<<<<

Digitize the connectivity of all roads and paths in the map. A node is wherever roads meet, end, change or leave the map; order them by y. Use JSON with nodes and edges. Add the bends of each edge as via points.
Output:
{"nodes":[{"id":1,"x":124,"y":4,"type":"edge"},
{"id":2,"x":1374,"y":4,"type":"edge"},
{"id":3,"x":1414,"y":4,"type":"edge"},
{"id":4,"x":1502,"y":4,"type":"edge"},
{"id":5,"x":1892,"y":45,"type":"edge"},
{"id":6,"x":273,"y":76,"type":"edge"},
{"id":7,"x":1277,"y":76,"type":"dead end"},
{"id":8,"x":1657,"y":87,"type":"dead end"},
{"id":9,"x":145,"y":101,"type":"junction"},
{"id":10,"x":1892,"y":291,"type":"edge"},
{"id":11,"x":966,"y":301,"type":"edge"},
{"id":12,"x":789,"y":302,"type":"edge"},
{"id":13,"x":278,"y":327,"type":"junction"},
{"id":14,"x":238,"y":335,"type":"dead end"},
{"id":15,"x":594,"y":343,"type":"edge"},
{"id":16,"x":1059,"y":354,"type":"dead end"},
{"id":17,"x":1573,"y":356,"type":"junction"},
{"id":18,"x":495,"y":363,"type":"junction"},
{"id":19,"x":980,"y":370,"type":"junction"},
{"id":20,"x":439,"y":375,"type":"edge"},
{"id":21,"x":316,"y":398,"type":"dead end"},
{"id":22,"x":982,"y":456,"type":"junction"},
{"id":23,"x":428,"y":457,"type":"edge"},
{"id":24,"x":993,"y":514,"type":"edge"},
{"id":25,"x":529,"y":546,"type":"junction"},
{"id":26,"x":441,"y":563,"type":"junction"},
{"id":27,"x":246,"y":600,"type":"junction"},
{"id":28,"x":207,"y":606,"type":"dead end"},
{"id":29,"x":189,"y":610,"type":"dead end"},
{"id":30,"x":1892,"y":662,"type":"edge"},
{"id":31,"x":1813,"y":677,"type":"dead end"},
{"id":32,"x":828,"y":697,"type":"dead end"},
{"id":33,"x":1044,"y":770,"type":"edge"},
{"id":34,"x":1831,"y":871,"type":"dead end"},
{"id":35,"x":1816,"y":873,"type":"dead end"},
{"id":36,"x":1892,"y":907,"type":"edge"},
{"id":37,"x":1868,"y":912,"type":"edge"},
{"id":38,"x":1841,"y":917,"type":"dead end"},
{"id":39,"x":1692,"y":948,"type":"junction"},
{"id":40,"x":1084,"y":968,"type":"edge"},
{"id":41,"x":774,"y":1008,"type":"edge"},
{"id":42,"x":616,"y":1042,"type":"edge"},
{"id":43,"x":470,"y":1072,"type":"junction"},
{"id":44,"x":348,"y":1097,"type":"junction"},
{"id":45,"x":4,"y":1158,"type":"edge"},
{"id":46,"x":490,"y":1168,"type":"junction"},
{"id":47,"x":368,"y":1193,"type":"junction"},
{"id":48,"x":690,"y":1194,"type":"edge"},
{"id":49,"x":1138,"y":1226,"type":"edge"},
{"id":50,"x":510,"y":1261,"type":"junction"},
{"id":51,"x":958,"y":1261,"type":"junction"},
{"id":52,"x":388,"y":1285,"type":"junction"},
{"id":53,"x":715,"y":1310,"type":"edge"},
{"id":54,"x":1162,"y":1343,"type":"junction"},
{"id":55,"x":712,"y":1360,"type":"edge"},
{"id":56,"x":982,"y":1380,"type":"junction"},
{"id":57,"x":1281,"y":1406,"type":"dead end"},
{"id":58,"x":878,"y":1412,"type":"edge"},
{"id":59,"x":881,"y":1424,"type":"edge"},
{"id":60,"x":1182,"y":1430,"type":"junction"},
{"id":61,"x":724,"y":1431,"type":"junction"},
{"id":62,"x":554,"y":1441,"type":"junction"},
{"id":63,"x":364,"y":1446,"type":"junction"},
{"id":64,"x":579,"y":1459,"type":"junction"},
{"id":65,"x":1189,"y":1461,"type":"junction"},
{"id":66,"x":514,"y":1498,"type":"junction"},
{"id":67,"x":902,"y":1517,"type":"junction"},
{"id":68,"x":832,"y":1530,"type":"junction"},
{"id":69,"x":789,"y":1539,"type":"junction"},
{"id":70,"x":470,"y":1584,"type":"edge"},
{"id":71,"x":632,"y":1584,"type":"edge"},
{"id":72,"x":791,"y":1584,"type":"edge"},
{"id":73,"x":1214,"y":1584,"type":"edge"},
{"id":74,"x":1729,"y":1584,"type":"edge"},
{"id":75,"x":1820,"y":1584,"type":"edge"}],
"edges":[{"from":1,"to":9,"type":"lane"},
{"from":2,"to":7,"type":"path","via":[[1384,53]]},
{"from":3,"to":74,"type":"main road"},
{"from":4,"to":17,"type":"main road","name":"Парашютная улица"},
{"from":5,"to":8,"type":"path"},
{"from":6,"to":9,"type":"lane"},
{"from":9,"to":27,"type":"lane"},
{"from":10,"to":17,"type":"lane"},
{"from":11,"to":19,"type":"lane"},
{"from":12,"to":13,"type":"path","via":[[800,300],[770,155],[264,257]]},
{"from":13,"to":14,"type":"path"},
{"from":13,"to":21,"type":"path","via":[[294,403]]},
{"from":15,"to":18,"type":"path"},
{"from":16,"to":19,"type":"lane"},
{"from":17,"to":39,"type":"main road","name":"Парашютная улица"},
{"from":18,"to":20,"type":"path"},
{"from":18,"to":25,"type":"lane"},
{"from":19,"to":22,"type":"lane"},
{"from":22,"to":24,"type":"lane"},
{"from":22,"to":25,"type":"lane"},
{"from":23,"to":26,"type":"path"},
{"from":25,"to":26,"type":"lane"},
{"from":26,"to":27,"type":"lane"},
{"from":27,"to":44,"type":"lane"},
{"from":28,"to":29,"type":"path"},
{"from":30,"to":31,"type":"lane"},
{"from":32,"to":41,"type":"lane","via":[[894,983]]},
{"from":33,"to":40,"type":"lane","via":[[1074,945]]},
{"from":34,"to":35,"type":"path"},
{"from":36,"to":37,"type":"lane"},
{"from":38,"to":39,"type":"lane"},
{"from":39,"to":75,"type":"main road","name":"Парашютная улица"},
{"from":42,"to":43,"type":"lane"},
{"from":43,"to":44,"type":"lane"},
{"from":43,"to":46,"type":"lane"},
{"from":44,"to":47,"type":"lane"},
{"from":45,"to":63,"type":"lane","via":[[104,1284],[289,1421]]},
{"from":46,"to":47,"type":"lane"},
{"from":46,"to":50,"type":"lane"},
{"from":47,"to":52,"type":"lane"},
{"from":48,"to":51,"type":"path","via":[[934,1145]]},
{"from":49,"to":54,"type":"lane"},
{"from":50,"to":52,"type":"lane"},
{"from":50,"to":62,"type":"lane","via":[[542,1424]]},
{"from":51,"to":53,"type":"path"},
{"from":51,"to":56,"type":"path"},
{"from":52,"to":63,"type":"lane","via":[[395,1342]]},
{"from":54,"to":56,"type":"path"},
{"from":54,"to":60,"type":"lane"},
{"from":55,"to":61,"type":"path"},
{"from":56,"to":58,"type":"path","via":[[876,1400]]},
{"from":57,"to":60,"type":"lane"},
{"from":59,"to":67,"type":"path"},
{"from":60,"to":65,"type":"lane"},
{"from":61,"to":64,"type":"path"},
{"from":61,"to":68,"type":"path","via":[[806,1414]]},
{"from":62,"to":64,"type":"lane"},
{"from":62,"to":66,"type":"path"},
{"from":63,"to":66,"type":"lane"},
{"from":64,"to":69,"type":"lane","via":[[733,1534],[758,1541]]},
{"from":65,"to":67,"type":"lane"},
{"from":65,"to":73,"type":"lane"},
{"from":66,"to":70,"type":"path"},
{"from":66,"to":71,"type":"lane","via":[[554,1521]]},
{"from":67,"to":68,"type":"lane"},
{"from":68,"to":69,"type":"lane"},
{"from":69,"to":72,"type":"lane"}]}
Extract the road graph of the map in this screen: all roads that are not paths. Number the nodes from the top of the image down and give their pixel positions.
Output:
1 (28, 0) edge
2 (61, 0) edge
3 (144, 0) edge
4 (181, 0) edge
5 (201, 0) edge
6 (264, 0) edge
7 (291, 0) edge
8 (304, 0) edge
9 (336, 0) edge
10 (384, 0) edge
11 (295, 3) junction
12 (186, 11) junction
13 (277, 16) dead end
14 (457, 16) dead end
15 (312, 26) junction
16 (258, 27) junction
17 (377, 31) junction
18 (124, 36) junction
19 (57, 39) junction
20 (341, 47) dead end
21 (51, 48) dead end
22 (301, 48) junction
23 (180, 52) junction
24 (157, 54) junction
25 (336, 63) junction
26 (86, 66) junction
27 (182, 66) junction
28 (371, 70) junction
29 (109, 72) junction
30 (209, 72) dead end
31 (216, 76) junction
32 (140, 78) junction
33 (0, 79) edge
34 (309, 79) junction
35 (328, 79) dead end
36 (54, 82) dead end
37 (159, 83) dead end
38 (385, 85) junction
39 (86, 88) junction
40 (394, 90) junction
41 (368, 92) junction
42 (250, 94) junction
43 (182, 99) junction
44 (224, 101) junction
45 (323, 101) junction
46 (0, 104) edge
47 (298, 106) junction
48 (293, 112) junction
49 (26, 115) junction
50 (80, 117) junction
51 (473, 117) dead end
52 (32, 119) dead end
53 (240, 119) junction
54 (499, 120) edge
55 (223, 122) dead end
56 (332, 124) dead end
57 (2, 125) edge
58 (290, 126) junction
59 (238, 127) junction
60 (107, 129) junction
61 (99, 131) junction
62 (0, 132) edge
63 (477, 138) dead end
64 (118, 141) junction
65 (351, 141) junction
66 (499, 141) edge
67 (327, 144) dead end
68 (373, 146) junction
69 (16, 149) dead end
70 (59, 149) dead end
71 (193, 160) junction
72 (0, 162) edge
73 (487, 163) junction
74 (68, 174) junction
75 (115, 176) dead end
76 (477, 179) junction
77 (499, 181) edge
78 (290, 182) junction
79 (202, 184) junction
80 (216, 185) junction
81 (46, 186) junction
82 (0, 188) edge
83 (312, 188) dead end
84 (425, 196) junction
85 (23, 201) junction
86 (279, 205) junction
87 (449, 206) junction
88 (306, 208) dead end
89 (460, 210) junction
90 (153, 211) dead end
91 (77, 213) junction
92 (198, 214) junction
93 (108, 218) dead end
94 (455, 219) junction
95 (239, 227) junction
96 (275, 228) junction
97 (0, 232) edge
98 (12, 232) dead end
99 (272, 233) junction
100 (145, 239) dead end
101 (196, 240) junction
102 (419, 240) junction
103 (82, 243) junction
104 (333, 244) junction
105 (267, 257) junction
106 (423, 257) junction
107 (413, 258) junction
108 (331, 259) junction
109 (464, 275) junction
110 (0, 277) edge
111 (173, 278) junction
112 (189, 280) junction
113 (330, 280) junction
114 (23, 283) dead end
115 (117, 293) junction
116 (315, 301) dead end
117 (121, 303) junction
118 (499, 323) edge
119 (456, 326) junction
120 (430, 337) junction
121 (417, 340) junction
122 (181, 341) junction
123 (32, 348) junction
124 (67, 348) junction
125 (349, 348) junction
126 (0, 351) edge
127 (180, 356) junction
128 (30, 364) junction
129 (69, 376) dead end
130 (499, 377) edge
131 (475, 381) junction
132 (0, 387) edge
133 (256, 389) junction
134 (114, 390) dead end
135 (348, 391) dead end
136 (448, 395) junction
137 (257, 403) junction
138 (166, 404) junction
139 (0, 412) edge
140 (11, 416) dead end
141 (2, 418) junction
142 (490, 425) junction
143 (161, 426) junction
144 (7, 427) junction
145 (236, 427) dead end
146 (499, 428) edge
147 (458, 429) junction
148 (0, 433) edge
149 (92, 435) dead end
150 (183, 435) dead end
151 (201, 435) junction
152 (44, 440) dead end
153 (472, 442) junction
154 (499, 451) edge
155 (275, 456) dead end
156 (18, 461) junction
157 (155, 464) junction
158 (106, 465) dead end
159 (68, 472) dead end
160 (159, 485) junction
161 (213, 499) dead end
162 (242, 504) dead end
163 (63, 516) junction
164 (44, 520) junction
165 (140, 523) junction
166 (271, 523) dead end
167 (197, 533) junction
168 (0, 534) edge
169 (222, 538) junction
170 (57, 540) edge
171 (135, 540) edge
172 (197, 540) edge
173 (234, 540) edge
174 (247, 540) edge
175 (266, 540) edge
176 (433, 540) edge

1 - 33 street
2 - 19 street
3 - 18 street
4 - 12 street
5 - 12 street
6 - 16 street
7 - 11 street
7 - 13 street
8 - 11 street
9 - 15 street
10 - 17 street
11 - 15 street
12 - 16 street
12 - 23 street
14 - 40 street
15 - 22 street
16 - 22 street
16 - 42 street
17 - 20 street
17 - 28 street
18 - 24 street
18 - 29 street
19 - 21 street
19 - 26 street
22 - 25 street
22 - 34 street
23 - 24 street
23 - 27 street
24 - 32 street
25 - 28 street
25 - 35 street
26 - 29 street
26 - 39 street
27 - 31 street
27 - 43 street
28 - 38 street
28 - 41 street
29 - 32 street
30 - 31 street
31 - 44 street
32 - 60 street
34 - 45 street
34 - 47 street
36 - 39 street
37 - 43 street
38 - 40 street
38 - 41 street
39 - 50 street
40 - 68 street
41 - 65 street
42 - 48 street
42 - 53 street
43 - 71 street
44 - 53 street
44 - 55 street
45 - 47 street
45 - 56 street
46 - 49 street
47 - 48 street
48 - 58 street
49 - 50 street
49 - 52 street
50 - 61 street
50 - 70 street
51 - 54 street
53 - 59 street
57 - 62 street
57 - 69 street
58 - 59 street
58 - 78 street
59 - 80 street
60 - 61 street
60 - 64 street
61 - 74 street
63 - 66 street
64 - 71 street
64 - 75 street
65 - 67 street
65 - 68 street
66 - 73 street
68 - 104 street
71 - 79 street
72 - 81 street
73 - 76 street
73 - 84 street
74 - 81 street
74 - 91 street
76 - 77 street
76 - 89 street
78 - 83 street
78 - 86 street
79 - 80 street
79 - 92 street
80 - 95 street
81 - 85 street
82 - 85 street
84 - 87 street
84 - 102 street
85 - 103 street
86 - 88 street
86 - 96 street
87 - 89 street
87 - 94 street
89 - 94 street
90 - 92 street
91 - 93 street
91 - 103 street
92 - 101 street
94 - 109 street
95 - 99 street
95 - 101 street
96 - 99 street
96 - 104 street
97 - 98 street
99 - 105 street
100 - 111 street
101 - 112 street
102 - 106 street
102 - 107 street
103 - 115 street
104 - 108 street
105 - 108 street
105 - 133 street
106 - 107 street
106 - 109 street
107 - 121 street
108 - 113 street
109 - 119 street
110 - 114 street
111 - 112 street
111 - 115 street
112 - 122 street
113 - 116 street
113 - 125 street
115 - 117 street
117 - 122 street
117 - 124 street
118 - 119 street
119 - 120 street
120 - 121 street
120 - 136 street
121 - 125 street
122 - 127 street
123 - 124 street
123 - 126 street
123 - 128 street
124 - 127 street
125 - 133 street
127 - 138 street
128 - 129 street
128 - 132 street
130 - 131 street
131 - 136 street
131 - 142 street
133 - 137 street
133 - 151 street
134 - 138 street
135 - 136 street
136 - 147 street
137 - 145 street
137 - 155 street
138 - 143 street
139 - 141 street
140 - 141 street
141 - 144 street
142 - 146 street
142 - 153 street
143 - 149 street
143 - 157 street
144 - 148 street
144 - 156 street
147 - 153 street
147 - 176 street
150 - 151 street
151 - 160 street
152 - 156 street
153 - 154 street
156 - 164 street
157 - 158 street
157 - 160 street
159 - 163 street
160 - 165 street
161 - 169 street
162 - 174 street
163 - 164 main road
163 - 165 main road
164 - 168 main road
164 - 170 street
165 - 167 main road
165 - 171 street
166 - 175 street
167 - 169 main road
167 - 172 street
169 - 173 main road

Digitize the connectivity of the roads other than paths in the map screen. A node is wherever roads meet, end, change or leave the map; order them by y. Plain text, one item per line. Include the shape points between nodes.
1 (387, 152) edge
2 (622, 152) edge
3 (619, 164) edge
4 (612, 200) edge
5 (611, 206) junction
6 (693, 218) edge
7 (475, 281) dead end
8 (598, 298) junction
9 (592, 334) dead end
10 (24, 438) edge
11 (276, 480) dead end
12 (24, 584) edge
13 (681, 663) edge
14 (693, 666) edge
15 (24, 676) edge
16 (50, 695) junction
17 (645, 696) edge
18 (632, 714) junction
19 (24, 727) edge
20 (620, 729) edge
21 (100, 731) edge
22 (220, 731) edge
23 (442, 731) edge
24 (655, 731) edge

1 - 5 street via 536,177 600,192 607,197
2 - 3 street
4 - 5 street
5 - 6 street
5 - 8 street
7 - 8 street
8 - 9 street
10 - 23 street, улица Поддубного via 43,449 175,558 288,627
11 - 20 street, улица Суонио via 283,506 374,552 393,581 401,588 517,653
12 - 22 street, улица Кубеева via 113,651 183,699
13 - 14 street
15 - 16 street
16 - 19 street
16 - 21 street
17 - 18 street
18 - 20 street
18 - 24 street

>>>>

* _PROBLEM_: The exercise is to copy out every line above that has the word "Парашютная" in it.

* _RESPONSE TO THE EXERCISE_:
{"from":4,"to":17,"type":"main road","name":"Парашютная улица"},
{"from":17,"to":39,"type":"main road","name":"Парашютная улица"},
{"from":39,"to":75,"type":"main road","name":"Парашютная улица"},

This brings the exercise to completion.